**Task description:**
Keep the wording of every entry intact in your copy, and omit the pictures.

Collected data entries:
____________________

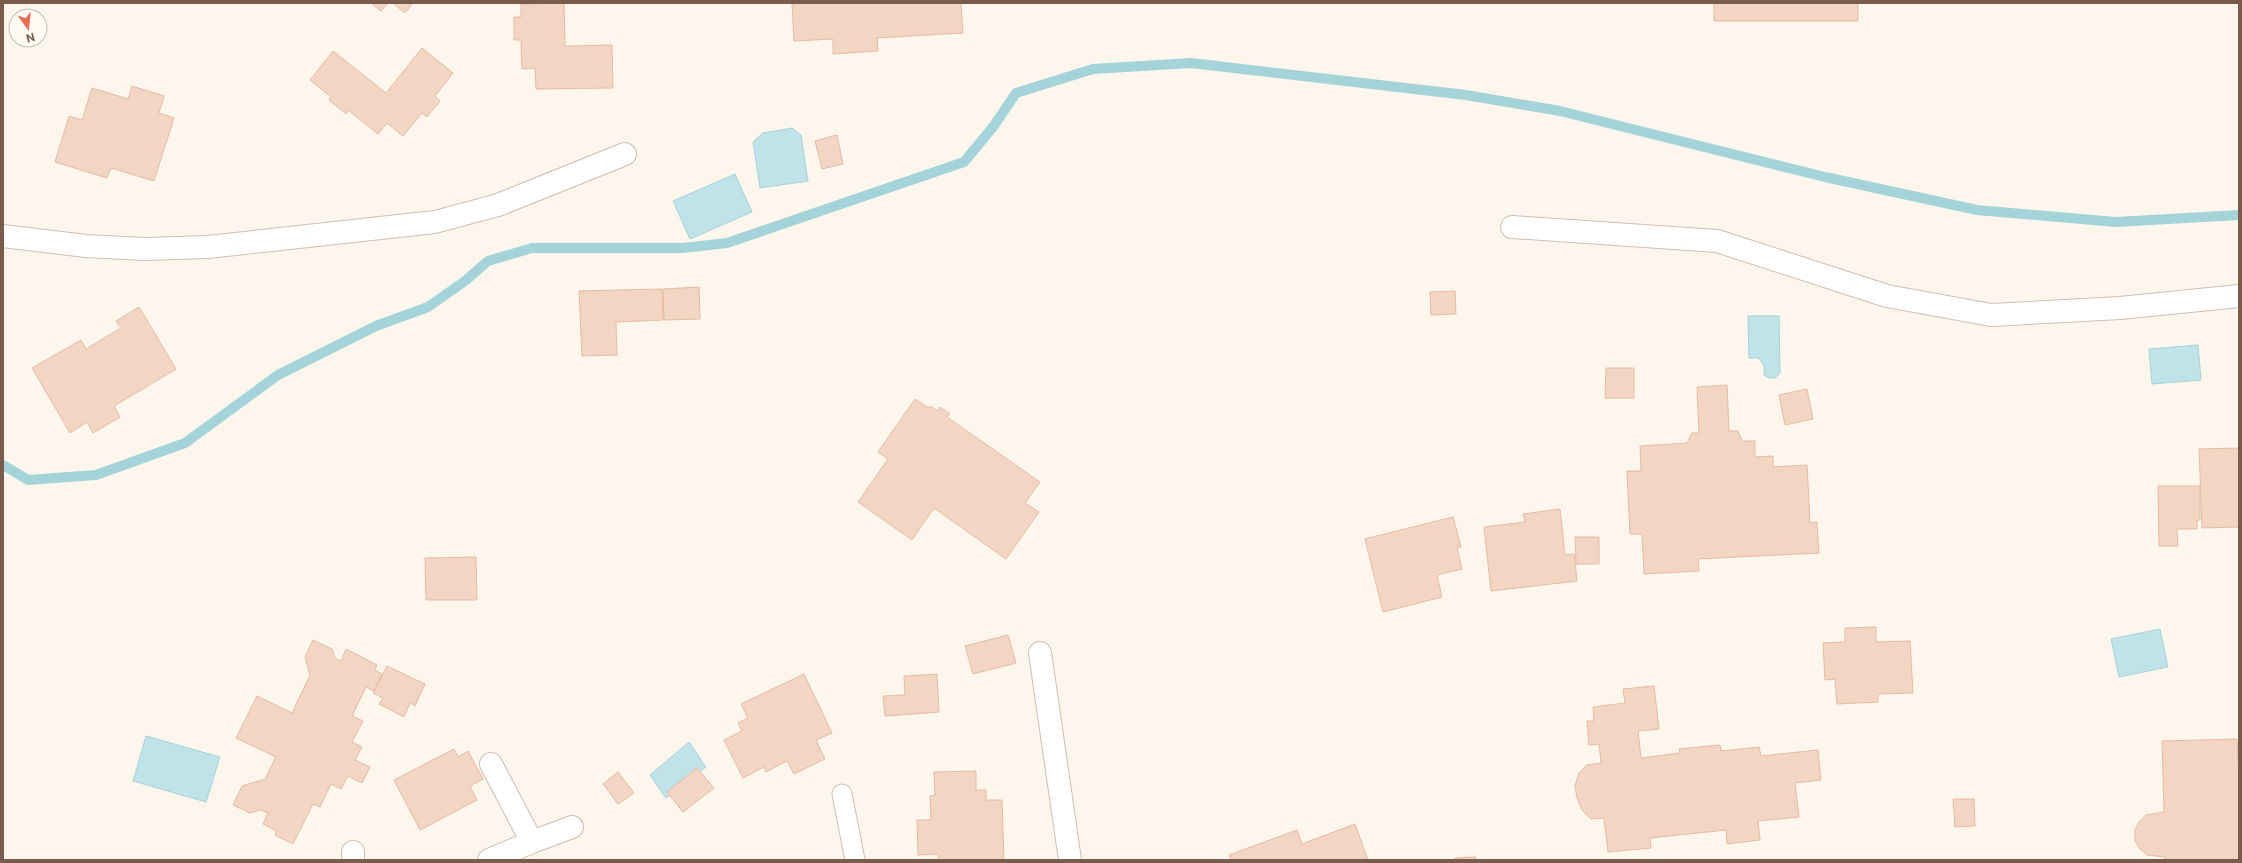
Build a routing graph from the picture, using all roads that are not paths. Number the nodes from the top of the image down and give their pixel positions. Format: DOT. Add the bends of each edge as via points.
graph roads {
  1 [pos="624,154"];
  2 [pos="1512,227"];
  3 [pos="3,236"];
  4 [pos="2239,296"];
  5 [pos="1040,653"];
  6 [pos="491,764"];
  7 [pos="842,794"];
  8 [pos="572,827"];
  9 [pos="532,842"];
  10 [pos="490,860"];
  11 [pos="855,860"];
  12 [pos="1070,860"];
  1 -- 3 [label="street" via="498,204 435,222 208,247 145,250"];
  2 -- 4 [label="street" via="1717,241 1887,296 1991,315 2105,309"];
  5 -- 12 [label="street"];
  6 -- 9 [label="street"];
  7 -- 11 [label="lane"];
  8 -- 9 [label="street"];
  9 -- 10 [label="street"];
}
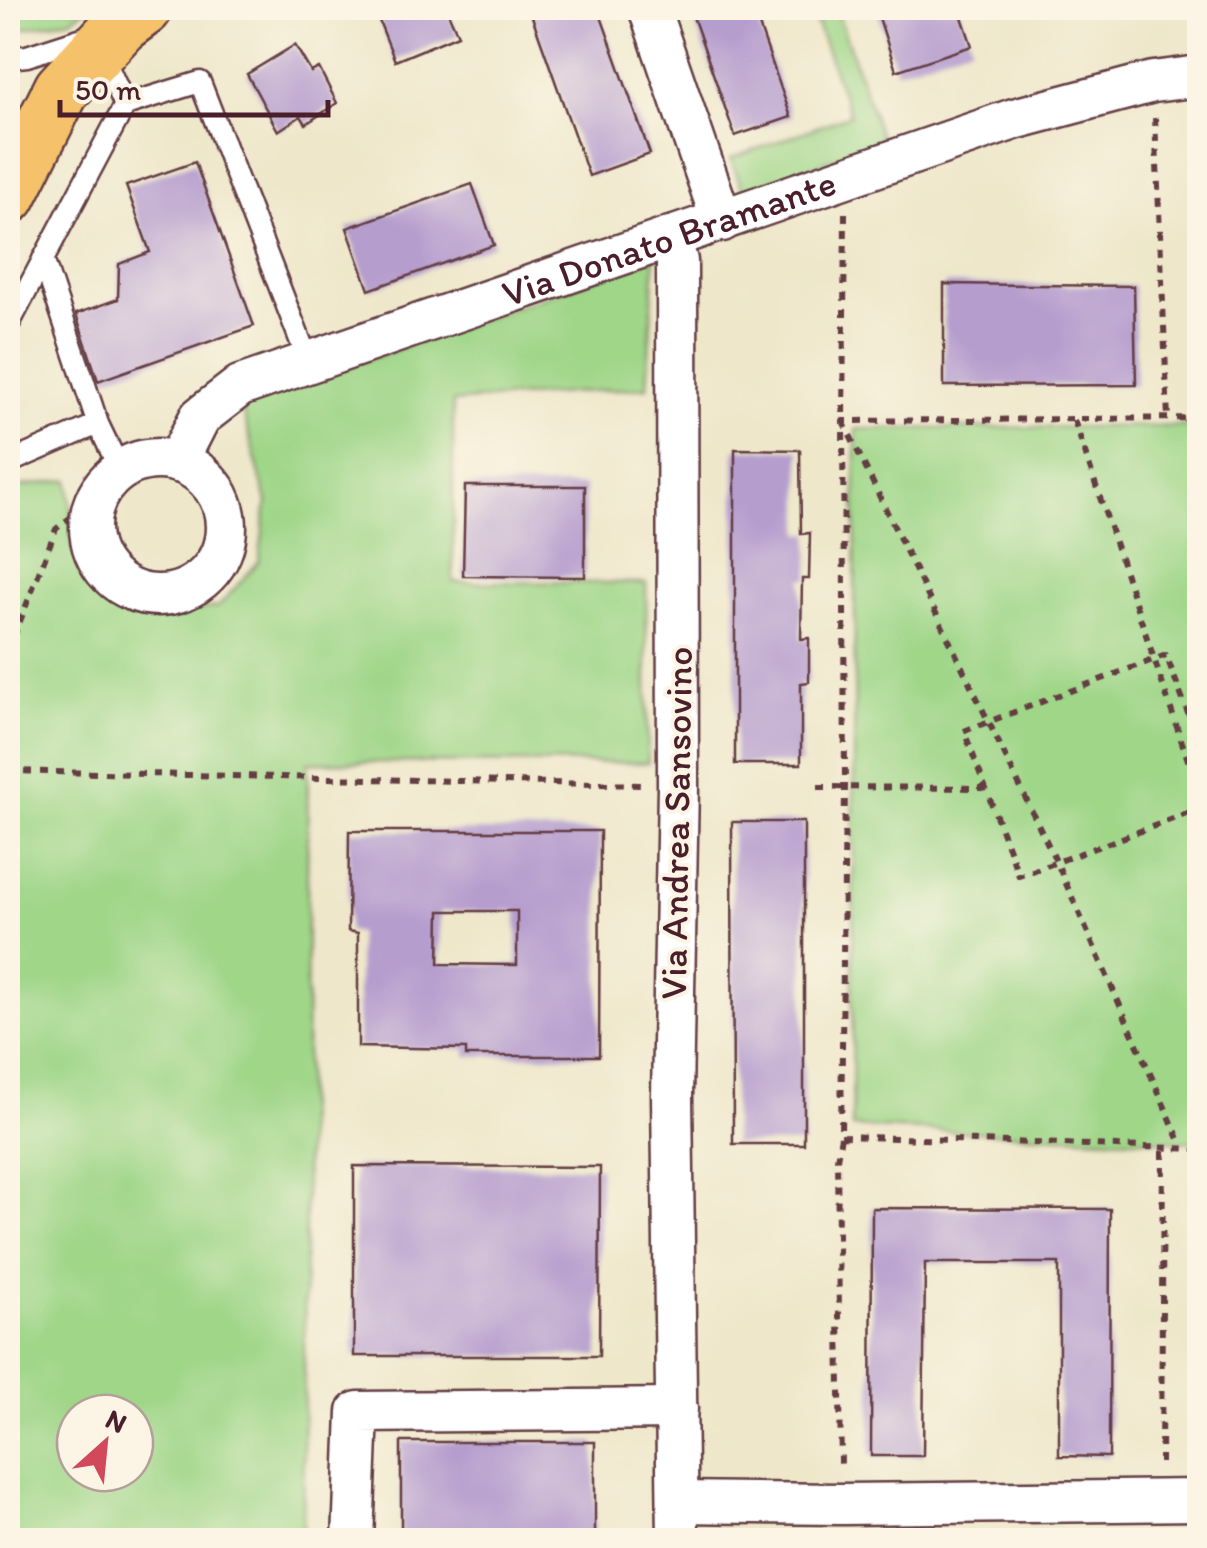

____________________

**The answer:**
Build a routing graph from the picture, using all roads that are not paths. Number the nodes from the top of the image down and give their pixel positions. Format: DOT. Add the bends of each edge as via points.
graph roads {
  1 [pos="624,154"];
  2 [pos="1512,227"];
  3 [pos="3,236"];
  4 [pos="2239,296"];
  5 [pos="1040,653"];
  6 [pos="491,764"];
  7 [pos="842,794"];
  8 [pos="572,827"];
  9 [pos="532,842"];
  10 [pos="490,860"];
  11 [pos="855,860"];
  12 [pos="1070,860"];
  1 -- 3 [label="street" via="498,204 435,222 208,247 145,250"];
  2 -- 4 [label="street" via="1717,241 1887,296 1991,315 2105,309"];
  5 -- 12 [label="street"];
  6 -- 9 [label="street"];
  7 -- 11 [label="lane"];
  8 -- 9 [label="street"];
  9 -- 10 [label="street"];
}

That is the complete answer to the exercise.